*** Opening Record set ***

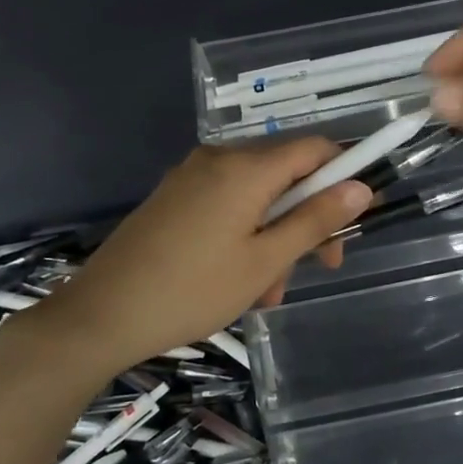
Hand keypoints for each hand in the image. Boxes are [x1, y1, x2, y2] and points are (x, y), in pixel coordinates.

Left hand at [0, 140, 372, 374]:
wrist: (102, 315)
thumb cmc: (193, 290)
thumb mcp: (265, 261)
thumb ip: (315, 220)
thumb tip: (360, 187)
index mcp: (245, 168)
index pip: (315, 148)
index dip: (345, 174)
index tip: (357, 217)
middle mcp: (219, 159)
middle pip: (286, 174)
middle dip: (307, 219)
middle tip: (317, 268)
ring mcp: (191, 177)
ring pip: (257, 196)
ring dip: (275, 237)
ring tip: (267, 293)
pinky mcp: (174, 198)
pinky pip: (227, 205)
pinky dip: (245, 235)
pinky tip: (238, 280)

*** Closing Record set ***

Task goal: Each line above from the one with "index dip: (345, 174)" up to and including the one with "pinky dip: (245, 235)" must be set down exactly, and no line outside that span may appear.

Output below:
index dip: (345, 174)
index tip: (357, 217)
middle mcp: (219, 159)
middle pip: (286, 174)
middle dip: (307, 219)
middle tip: (317, 268)
ring mcp: (191, 177)
ring pip: (257, 196)
ring dip: (275, 237)
ring tip: (267, 293)
pinky mcp: (174, 198)
pinky pip: (227, 205)
pinky dip: (245, 235)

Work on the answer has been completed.